Table of Contents
Explanation
The Composite design pattern is a structural pattern that makes it able to nest objects inside each other. Pretty much in the same way as a file system like Windows explorer works, where a directory can contain files but also other directories which can contains files and directories, ad infinitum. Menu systems and GUI libraries tend to use this design patterns as well.
An analogy out of the real world, would be carton storage boxes which may contain products (or papers) but also other other storage boxes with products.
Use cases
- You want to organize objects into an hierarchical way.
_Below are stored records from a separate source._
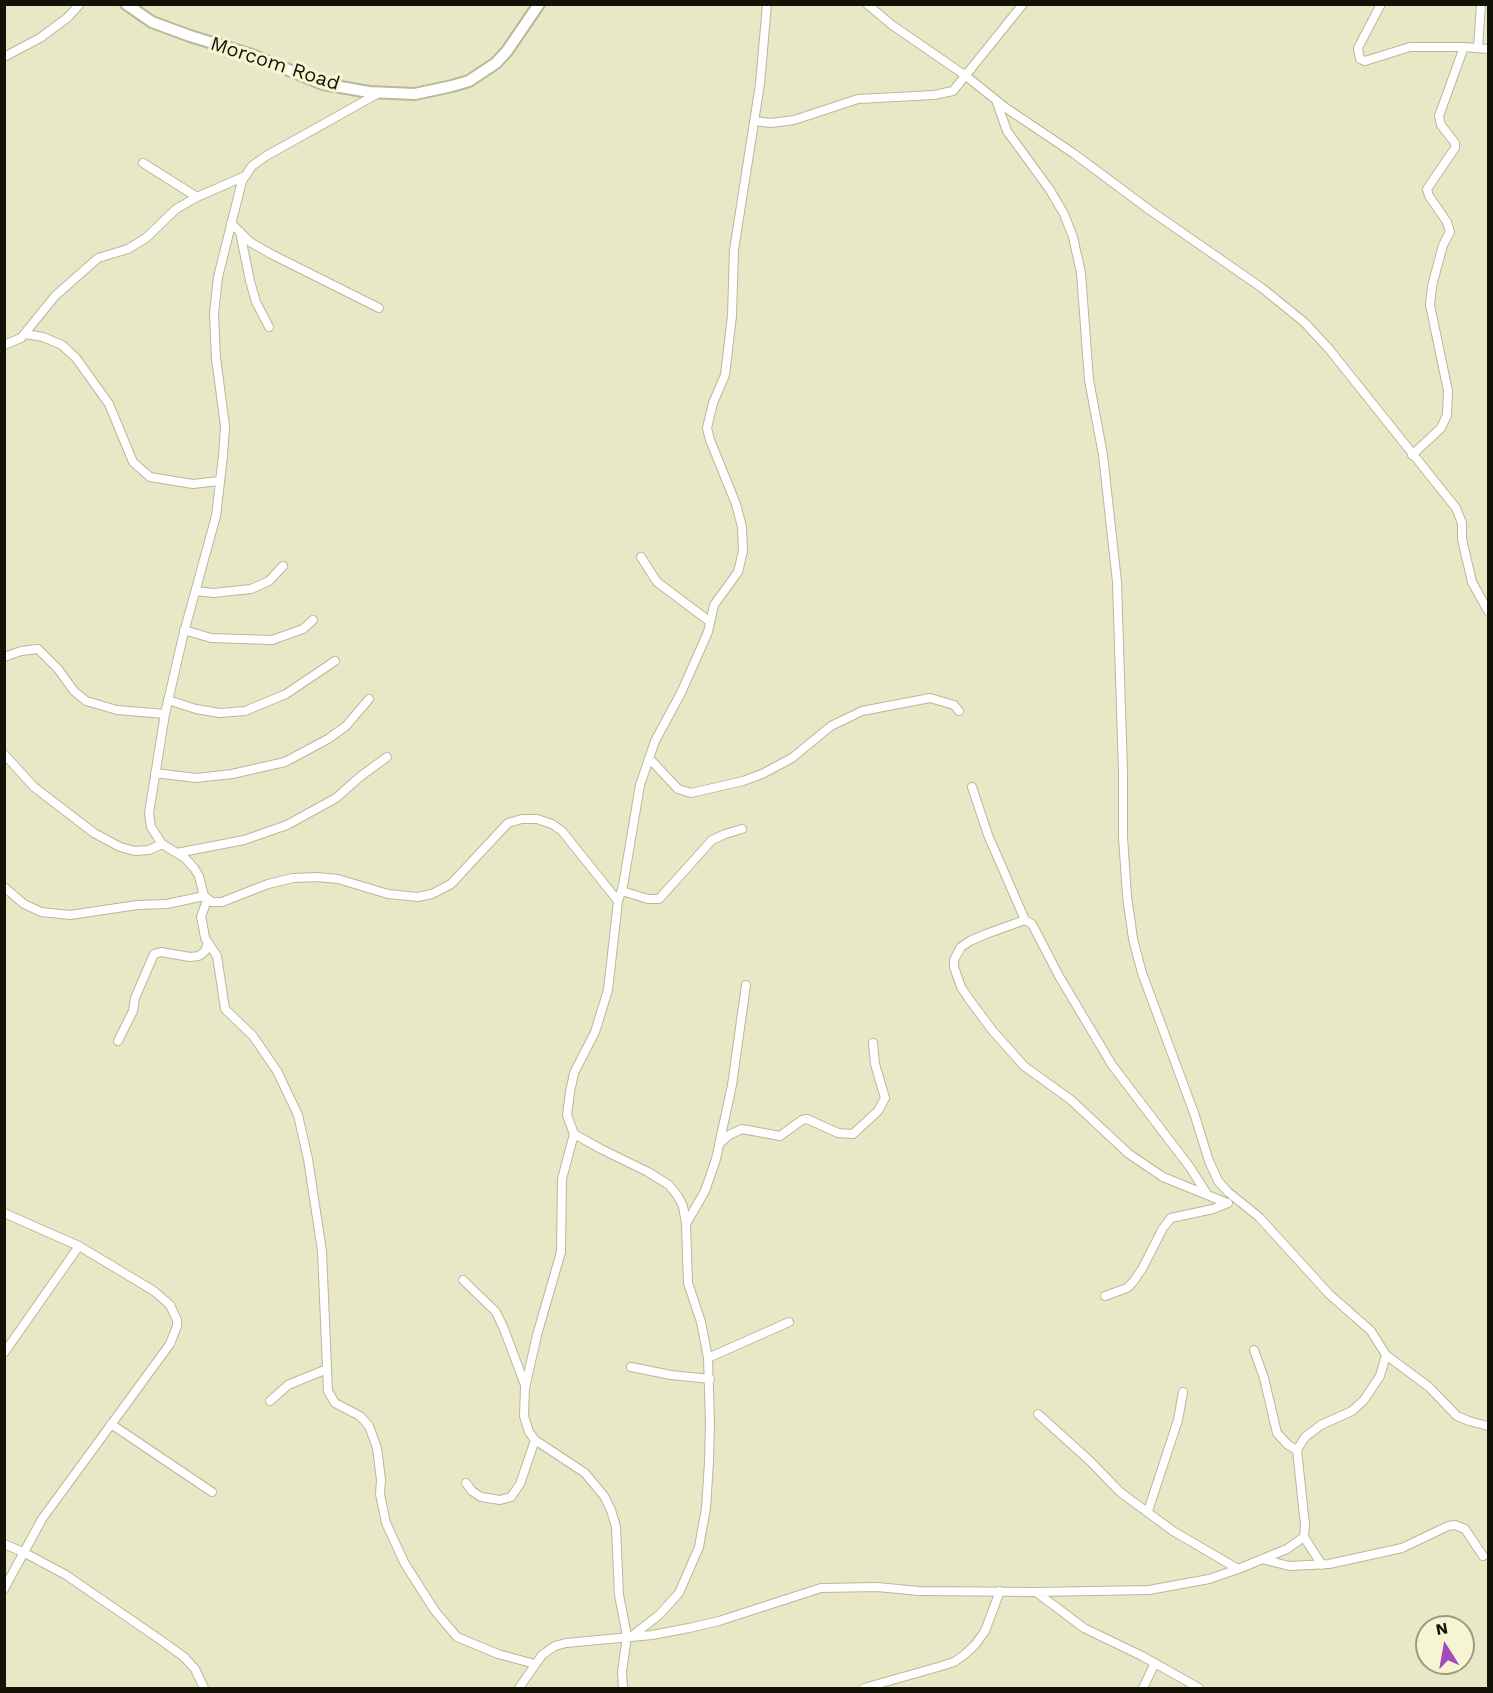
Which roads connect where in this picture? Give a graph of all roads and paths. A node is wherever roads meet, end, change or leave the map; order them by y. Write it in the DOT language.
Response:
graph roads {
  1 [pos="80,4"];
  2 [pos="126,4"];
  3 [pos="539,4"];
  4 [pos="767,4"];
  5 [pos="867,4"];
  6 [pos="1023,4"];
  7 [pos="1381,4"];
  8 [pos="1481,4"];
  9 [pos="1464,47"];
  10 [pos="1478,48"];
  11 [pos="1488,49"];
  12 [pos="4,57"];
  13 [pos="966,76"];
  14 [pos="380,92"];
  15 [pos="996,100"];
  16 [pos="754,121"];
  17 [pos="142,163"];
  18 [pos="243,177"];
  19 [pos="197,197"];
  20 [pos="231,224"];
  21 [pos="240,232"];
  22 [pos="379,308"];
  23 [pos="269,327"];
  24 [pos="25,334"];
  25 [pos="4,345"];
  26 [pos="1412,455"];
  27 [pos="219,481"];
  28 [pos="641,557"];
  29 [pos="283,566"];
  30 [pos="196,591"];
  31 [pos="1488,611"];
  32 [pos="313,620"];
  33 [pos="709,621"];
  34 [pos="184,630"];
  35 [pos="4,657"];
  36 [pos="335,661"];
  37 [pos="369,699"];
  38 [pos="168,700"];
  39 [pos="959,711"];
  40 [pos="165,714"];
  41 [pos="4,754"];
  42 [pos="387,757"];
  43 [pos="649,758"];
  44 [pos="155,773"];
  45 [pos="972,787"];
  46 [pos="742,829"];
  47 [pos="162,844"];
  48 [pos="177,853"];
  49 [pos="4,887"];
  50 [pos="622,891"];
  51 [pos="205,898"];
  52 [pos="618,901"];
  53 [pos="1025,920"];
  54 [pos="208,943"];
  55 [pos="746,986"];
  56 [pos="118,1041"];
  57 [pos="873,1043"];
  58 [pos="574,1134"];
  59 [pos="719,1144"];
  60 [pos="1207,1194"];
  61 [pos="1238,1200"];
  62 [pos="1227,1203"];
  63 [pos="4,1213"];
  64 [pos="686,1224"];
  65 [pos="78,1246"];
  66 [pos="463,1280"];
  67 [pos="1105,1296"];
  68 [pos="789,1322"];
  69 [pos="1254,1350"];
  70 [pos="4,1353"];
  71 [pos="1386,1354"];
  72 [pos="708,1358"];
  73 [pos="631,1367"];
  74 [pos="327,1369"];
  75 [pos="710,1379"];
  76 [pos="525,1387"];
  77 [pos="1183,1392"];
  78 [pos="270,1401"];
  79 [pos="1038,1414"];
  80 [pos="111,1424"];
  81 [pos="1488,1426"];
  82 [pos="535,1440"];
  83 [pos="1297,1450"];
  84 [pos="466,1483"];
  85 [pos="212,1492"];
  86 [pos="1148,1511"];
  87 [pos="1304,1537"];
  88 [pos="4,1544"];
  89 [pos="23,1552"];
  90 [pos="1484,1556"];
  91 [pos="1262,1559"];
  92 [pos="1322,1565"];
  93 [pos="1238,1569"];
  94 [pos="4,1589"];
  95 [pos="1000,1591"];
  96 [pos="1036,1592"];
  97 [pos="628,1636"];
  98 [pos="1155,1663"];
  99 [pos="535,1664"];
  100 [pos="204,1689"];
  101 [pos="519,1689"];
  102 [pos="623,1689"];
  103 [pos="864,1689"];
  104 [pos="1143,1689"];
  105 [pos="1199,1689"];
  1 -- 12 [label="street"];
  2 -- 14 [label="street, Morcom Road"];
  3 -- 14 [label="street, Morcom Road"];
  4 -- 16 [label="street"];
  5 -- 13 [label="street"];
  6 -- 13 [label="street"];
  7 -- 9 [label="street"];
  8 -- 10 [label="street"];
  9 -- 10 [label="street"];
  9 -- 26 [label="street"];
  10 -- 11 [label="street"];
  13 -- 15 [label="street"];
  13 -- 16 [label="street"];
  14 -- 18 [label="street"];
  15 -- 26 [label="street"];
  15 -- 61 [label="street"];
  16 -- 33 [label="street"];
  17 -- 19 [label="street"];
  18 -- 19 [label="street"];
  18 -- 20 [label="street"];
  19 -- 24 [label="street"];
  20 -- 21 [label="street"];
  20 -- 27 [label="street"];
  21 -- 22 [label="street"];
  21 -- 23 [label="street"];
  24 -- 25 [label="street"];
  24 -- 27 [label="street"];
  26 -- 31 [label="street"];
  27 -- 30 [label="street"];
  28 -- 33 [label="street"];
  29 -- 30 [label="street"];
  30 -- 34 [label="street"];
  32 -- 34 [label="street"];
  33 -- 43 [label="street"];
  34 -- 38 [label="street"];
  35 -- 40 [label="street"];
  36 -- 38 [label="street"];
  37 -- 44 [label="street"];
  38 -- 40 [label="street"];
  39 -- 43 [label="street"];
  40 -- 44 [label="street"];
  41 -- 47 [label="street"];
  42 -- 48 [label="street"];
  43 -- 50 [label="street"];
  44 -- 47 [label="street"];
  45 -- 53 [label="street"];
  46 -- 50 [label="street"];
  47 -- 48 [label="street"];
  48 -- 51 [label="street"];
  49 -- 51 [label="street"];
  50 -- 52 [label="street"];
  51 -- 52 [label="street"];
  51 -- 54 [label="street"];
  52 -- 58 [label="street"];
  53 -- 60 [label="street"];
  53 -- 60 [label="street"];
  54 -- 56 [label="street"];
  54 -- 74 [label="street"];
  55 -- 59 [label="street"];
  57 -- 59 [label="street"];
  58 -- 64 [label="street"];
  58 -- 76 [label="street"];
  59 -- 64 [label="street"];
  60 -- 62 [label="street"];
  61 -- 62 [label="street"];
  61 -- 71 [label="street"];
  62 -- 67 [label="street"];
  63 -- 65 [label="street"];
  64 -- 72 [label="street"];
  65 -- 70 [label="street"];
  65 -- 80 [label="street"];
  66 -- 76 [label="street"];
  68 -- 72 [label="street"];
  69 -- 83 [label="street"];
  71 -- 81 [label="street"];
  71 -- 83 [label="street"];
  72 -- 75 [label="street"];
  73 -- 75 [label="street"];
  74 -- 78 [label="street"];
  74 -- 99 [label="street"];
  75 -- 97 [label="street"];
  76 -- 82 [label="street"];
  77 -- 86 [label="street"];
  79 -- 86 [label="street"];
  80 -- 85 [label="street"];
  80 -- 89 [label="street"];
  82 -- 84 [label="street"];
  82 -- 97 [label="street"];
  83 -- 87 [label="street"];
  86 -- 93 [label="street"];
  87 -- 91 [label="street"];
  87 -- 92 [label="street"];
  88 -- 89 [label="street"];
  89 -- 94 [label="street"];
  89 -- 100 [label="street"];
  90 -- 92 [label="street"];
  91 -- 92 [label="street"];
  91 -- 93 [label="street"];
  93 -- 96 [label="street"];
  95 -- 96 [label="street"];
  95 -- 97 [label="street"];
  95 -- 103 [label="street"];
  96 -- 98 [label="street"];
  97 -- 99 [label="street"];
  97 -- 102 [label="street"];
  98 -- 104 [label="street"];
  98 -- 105 [label="street"];
  99 -- 101 [label="street"];
}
- You want to create a structure that works like a tree, that branches out.
Pitfalls
- If too many objects are nested, it can give performance problems.
- The recursive nature of the design pattern can be complex.
Example
Suppose we want to create a project management system where a project has Task Groups with Tasks. Each Task Group can consist out of several Task and Task Groups.
Class Diagram
The class setup for the pattern is quite simple, the Component class is the parent for both Task and TaskGroup which can have a name.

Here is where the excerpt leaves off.